# DIRECTIONS
In the listing below, every entry should be duplicated exactly.

# INFORMATION GIVEN

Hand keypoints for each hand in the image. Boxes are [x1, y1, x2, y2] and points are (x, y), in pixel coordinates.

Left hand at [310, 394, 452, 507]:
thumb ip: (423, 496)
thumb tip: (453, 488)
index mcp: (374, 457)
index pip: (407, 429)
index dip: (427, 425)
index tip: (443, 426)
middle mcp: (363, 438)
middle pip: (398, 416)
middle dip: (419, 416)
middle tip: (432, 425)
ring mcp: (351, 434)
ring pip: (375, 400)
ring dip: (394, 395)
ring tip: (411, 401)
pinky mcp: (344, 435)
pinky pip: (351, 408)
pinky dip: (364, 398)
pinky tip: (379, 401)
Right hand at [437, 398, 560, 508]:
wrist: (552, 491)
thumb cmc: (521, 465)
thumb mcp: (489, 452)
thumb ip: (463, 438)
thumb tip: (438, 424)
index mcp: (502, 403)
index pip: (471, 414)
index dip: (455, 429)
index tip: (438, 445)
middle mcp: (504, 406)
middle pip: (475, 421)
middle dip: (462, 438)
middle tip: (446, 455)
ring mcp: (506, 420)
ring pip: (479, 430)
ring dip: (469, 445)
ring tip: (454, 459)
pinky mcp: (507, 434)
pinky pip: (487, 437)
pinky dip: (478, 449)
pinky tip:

# RESPONSE TO THE EXERCISE
Hand keypoints for each hand in the image. Boxes are [x1, y1, x2, y2] and points are (x, y), in pixel coordinates.

Left hand at [310, 394, 452, 507]:
thumb ip: (423, 496)
thumb tip: (453, 488)
index mcp: (374, 457)
index pip: (407, 429)
index dip: (427, 425)
index tip: (443, 426)
middle mcp: (363, 438)
middle pip: (398, 416)
middle dip: (419, 416)
middle tip: (432, 425)
ring mcp: (351, 434)
ring pip: (375, 400)
ring dip: (394, 395)
ring tip: (411, 401)
pinky mcp: (344, 435)
pinky pip: (351, 408)
pinky dip: (364, 398)
pinky tip: (379, 401)
Right hand at [437, 398, 560, 508]:
wrist: (552, 491)
thumb cmc: (521, 465)
thumb mcp: (489, 452)
thumb ip: (463, 438)
thumb tip: (438, 424)
index mcp: (502, 403)
index pip: (471, 414)
index dip: (455, 429)
index tip: (438, 445)
middle mcp: (504, 406)
middle pip: (475, 421)
middle dip: (462, 438)
middle tip: (446, 455)
ring mcp: (506, 420)
ring pip: (479, 430)
ring dip: (469, 445)
ring tip: (454, 459)
pinky mcp: (507, 434)
pinky pip: (487, 437)
pinky dip: (478, 449)
pinky tip:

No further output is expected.